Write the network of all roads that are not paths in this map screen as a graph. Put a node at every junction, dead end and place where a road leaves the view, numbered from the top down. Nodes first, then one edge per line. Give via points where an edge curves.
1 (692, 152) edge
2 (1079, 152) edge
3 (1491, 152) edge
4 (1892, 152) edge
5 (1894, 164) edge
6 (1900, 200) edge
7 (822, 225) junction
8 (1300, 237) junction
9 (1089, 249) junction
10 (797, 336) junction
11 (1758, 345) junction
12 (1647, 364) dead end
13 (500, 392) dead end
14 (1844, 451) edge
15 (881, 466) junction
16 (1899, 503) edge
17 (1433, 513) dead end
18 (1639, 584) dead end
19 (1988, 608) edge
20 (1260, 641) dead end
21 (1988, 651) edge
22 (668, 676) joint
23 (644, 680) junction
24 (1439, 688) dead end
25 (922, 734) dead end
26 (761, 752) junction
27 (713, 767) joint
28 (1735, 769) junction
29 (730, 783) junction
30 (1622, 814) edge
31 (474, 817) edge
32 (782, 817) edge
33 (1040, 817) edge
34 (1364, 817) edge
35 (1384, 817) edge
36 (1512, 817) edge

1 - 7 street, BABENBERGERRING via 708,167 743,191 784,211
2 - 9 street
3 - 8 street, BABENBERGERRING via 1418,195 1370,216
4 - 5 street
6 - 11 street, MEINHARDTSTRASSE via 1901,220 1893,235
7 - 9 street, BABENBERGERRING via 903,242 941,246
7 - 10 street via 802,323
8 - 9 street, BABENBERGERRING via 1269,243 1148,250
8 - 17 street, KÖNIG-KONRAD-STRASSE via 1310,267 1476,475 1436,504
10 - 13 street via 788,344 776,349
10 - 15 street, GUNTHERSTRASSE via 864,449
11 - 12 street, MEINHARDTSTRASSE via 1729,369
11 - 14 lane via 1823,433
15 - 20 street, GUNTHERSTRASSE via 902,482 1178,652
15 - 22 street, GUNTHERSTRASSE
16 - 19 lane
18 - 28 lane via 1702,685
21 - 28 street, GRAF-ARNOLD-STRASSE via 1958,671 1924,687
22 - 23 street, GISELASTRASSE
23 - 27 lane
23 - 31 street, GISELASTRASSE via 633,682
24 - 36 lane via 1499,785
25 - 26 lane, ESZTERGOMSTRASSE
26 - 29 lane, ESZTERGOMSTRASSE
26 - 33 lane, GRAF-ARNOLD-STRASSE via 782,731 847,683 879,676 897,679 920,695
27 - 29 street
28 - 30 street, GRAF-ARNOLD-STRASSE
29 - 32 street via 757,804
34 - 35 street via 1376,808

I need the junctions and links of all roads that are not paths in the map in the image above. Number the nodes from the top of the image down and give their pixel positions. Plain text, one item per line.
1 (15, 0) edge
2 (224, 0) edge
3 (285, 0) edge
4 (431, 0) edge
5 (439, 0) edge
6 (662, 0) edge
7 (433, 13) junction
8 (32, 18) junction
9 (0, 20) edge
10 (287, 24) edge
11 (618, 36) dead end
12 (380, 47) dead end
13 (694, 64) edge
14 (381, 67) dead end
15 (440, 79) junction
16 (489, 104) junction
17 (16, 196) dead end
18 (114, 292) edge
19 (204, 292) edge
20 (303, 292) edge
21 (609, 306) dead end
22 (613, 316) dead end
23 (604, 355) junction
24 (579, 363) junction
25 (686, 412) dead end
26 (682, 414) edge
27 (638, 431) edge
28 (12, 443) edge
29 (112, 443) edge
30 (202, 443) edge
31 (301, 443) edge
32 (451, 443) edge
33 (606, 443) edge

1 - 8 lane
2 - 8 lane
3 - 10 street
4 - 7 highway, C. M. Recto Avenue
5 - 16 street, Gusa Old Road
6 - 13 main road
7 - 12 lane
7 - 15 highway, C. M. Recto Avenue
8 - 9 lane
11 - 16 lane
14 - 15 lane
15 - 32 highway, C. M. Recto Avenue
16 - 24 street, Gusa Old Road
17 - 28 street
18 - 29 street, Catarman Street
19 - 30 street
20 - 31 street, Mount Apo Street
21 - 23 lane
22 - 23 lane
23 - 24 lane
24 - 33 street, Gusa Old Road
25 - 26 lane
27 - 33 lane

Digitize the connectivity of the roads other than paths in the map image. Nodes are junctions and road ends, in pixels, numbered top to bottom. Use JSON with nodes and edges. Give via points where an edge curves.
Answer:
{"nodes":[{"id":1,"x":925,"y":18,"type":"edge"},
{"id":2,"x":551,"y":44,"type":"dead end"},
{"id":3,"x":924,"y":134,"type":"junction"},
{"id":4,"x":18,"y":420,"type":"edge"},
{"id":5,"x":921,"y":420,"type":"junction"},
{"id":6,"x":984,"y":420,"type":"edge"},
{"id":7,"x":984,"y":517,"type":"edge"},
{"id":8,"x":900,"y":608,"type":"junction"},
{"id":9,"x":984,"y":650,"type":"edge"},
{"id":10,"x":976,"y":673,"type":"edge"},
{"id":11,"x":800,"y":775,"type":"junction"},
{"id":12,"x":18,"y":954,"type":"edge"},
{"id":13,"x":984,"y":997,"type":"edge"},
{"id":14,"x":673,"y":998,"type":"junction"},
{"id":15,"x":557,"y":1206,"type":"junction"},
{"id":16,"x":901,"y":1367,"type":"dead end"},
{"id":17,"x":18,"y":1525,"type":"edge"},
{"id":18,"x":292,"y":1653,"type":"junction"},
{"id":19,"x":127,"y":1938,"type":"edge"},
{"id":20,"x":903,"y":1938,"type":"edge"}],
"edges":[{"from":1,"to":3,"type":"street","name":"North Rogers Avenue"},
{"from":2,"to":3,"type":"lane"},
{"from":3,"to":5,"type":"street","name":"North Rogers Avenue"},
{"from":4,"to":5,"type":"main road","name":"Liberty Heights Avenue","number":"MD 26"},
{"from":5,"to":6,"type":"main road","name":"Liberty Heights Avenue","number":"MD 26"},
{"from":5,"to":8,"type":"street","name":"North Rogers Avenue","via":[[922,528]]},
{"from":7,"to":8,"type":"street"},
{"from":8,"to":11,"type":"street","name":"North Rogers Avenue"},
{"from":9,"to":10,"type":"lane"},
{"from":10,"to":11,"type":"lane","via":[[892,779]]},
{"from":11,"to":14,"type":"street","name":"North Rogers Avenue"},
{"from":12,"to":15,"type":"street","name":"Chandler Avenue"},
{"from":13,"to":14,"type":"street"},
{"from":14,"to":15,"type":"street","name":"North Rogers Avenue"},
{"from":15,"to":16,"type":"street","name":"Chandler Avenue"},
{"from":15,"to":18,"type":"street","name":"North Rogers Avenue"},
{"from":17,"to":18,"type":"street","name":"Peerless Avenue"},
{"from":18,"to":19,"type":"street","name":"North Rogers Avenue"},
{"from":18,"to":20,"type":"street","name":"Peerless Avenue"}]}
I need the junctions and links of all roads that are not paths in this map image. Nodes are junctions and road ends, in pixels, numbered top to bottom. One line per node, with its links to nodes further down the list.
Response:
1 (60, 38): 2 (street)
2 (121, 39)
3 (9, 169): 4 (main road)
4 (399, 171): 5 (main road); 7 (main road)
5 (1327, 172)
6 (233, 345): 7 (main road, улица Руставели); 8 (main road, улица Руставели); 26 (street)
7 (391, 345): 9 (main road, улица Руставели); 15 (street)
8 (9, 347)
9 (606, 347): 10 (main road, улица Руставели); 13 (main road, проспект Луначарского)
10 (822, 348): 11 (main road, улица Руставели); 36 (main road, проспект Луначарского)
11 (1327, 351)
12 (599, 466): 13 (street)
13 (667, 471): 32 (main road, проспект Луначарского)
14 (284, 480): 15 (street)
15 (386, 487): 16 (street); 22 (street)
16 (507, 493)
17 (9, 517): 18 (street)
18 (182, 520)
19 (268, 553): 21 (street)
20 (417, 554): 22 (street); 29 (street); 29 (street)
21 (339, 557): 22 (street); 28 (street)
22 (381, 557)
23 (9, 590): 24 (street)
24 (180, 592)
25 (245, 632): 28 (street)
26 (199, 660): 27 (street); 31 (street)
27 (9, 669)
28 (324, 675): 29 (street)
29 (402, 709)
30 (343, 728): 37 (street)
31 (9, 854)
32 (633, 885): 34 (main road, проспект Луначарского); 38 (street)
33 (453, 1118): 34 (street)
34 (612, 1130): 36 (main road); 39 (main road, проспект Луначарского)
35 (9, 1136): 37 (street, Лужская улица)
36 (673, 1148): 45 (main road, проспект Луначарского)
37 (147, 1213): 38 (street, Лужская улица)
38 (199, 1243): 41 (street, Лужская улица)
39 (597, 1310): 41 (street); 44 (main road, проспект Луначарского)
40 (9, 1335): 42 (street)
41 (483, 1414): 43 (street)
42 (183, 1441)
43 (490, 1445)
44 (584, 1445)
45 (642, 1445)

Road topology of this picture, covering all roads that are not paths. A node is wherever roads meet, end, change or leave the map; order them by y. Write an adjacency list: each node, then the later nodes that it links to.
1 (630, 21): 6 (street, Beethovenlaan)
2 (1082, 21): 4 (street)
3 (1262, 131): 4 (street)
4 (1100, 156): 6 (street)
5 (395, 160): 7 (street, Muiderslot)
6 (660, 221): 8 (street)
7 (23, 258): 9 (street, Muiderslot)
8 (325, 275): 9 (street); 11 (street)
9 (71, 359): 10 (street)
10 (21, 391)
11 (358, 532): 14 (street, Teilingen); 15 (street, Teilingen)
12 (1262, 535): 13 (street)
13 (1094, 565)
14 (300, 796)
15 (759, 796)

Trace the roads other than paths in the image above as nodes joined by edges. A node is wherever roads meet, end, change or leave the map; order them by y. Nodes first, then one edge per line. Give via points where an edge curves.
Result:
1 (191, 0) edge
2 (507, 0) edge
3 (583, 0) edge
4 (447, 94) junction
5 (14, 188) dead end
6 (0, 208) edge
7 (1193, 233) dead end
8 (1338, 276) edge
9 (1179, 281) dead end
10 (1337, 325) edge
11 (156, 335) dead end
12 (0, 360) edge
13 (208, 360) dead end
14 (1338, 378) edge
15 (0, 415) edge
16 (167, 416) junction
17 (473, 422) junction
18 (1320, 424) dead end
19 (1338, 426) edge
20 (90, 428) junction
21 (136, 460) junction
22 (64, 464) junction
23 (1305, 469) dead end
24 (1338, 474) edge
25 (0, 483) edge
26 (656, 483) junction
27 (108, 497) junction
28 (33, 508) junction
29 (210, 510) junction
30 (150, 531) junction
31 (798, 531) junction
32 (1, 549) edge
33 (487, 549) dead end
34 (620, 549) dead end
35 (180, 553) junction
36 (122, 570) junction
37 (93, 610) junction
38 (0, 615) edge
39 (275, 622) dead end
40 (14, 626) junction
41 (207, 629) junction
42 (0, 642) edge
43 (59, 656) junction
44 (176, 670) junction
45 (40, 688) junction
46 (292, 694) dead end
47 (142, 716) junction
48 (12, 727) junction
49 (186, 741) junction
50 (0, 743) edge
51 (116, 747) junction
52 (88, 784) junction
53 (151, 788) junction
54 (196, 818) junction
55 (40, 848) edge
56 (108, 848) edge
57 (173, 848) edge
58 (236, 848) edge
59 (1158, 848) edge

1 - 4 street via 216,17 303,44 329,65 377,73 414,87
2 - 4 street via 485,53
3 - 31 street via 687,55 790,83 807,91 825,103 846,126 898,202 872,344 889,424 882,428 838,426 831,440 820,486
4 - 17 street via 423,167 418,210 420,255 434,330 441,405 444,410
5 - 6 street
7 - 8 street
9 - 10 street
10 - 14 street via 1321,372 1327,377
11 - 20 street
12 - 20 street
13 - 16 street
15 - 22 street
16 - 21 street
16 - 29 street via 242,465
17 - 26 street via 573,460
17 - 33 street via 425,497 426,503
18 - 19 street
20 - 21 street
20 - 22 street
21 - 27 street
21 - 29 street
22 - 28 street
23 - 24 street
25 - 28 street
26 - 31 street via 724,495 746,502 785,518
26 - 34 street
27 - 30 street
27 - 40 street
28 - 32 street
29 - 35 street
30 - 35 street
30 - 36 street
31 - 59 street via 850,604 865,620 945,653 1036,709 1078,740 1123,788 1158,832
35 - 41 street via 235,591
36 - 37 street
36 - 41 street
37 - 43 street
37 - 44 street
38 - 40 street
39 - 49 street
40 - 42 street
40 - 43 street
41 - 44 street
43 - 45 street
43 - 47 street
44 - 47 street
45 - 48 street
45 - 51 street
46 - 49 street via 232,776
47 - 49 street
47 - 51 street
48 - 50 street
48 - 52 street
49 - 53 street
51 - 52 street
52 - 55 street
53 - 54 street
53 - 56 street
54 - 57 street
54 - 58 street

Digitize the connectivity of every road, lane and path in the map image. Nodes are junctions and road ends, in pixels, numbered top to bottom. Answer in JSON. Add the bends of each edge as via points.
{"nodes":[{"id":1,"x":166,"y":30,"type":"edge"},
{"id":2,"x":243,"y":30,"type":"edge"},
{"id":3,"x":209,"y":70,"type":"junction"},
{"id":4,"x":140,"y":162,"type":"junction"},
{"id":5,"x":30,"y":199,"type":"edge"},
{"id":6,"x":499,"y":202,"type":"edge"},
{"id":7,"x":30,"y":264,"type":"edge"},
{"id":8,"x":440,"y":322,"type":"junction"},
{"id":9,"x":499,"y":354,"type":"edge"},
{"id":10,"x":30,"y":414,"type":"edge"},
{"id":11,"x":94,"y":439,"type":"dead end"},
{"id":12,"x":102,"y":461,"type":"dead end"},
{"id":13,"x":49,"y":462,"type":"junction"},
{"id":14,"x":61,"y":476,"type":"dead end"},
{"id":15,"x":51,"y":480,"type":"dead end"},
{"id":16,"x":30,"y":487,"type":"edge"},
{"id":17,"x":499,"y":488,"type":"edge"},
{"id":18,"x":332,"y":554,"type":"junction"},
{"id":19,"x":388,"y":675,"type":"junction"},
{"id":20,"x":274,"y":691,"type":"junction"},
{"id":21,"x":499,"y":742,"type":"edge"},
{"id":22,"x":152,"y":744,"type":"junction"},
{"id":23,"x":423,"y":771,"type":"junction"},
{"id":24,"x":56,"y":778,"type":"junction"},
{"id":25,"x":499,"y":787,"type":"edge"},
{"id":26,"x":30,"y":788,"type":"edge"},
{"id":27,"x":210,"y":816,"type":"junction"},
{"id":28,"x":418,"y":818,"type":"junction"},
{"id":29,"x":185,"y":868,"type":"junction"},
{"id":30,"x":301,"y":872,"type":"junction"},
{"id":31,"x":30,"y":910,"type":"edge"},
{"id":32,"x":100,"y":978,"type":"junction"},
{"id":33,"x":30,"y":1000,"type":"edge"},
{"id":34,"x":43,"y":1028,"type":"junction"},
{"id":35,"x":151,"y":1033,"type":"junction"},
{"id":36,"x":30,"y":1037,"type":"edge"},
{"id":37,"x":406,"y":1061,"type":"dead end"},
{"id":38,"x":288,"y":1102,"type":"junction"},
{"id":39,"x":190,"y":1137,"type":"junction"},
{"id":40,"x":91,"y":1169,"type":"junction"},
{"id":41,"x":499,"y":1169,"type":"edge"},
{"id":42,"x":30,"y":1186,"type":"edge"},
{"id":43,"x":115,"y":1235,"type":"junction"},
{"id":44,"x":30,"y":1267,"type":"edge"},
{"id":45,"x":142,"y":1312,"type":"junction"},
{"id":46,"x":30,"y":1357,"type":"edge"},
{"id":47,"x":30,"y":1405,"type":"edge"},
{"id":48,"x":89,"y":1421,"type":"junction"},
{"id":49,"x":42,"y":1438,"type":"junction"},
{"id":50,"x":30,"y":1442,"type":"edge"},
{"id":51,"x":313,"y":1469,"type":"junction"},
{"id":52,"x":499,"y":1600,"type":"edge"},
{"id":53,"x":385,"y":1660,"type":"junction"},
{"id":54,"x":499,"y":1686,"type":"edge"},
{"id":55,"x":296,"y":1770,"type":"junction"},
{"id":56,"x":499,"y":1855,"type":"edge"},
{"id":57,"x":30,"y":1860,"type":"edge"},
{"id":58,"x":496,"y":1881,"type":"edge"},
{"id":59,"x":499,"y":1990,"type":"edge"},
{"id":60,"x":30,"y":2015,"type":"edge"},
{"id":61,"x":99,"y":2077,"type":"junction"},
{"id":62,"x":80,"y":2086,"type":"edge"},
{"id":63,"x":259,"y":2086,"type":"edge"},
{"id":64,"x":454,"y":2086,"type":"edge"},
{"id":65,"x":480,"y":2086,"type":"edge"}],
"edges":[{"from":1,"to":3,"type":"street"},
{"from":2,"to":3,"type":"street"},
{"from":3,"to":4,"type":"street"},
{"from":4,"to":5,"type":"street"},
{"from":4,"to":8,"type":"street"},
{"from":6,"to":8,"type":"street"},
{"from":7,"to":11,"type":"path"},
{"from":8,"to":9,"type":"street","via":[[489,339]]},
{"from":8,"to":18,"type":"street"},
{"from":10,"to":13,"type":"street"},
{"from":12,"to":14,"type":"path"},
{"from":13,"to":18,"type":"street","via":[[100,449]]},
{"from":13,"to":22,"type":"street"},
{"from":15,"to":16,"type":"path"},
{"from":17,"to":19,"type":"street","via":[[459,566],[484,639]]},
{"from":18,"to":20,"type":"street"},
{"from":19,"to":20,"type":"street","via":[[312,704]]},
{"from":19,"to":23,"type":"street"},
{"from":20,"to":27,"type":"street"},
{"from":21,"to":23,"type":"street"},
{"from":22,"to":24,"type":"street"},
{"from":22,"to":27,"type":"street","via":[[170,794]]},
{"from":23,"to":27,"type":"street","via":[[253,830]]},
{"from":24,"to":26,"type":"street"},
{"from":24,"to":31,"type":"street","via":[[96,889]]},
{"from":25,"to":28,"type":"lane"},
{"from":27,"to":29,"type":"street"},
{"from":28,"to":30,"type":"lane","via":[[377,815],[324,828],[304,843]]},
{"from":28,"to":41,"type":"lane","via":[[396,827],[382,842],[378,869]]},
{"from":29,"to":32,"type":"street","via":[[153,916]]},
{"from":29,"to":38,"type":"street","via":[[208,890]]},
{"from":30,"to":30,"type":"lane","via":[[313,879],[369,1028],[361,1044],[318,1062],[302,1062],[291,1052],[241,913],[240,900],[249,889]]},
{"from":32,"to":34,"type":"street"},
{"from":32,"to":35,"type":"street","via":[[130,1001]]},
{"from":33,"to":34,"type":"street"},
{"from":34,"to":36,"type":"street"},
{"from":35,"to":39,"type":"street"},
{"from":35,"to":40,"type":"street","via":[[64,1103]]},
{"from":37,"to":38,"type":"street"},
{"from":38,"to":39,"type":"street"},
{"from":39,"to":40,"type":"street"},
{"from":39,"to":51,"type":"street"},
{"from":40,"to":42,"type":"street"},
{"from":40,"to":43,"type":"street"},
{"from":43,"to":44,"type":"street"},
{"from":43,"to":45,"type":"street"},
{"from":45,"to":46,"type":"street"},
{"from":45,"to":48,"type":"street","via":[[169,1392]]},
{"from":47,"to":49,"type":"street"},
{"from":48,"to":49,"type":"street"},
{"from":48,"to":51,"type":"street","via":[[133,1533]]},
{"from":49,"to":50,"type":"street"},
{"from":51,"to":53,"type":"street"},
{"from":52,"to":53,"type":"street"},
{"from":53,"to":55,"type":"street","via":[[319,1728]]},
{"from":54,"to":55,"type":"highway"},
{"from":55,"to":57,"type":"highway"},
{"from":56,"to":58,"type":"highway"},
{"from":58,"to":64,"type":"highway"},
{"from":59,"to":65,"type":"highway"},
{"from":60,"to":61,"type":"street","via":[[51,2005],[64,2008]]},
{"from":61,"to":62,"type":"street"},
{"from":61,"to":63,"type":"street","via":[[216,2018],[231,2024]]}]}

TASK TO CARRY OUT — Would you show each line of the listing above that has the string "curves"?

TASK RESULT —
Write the network of all roads that are not paths in this map screen as a graph. Put a node at every junction, dead end and place where a road leaves the view, numbered from the top down. Nodes first, then one edge per line. Give via points where an edge curves.
Digitize the connectivity of the roads other than paths in the map image. Nodes are junctions and road ends, in pixels, numbered top to bottom. Use JSON with nodes and edges. Give via points where an edge curves.
Trace the roads other than paths in the image above as nodes joined by edges. A node is wherever roads meet, end, change or leave the map; order them by y. Nodes first, then one edge per line. Give via points where an edge curves.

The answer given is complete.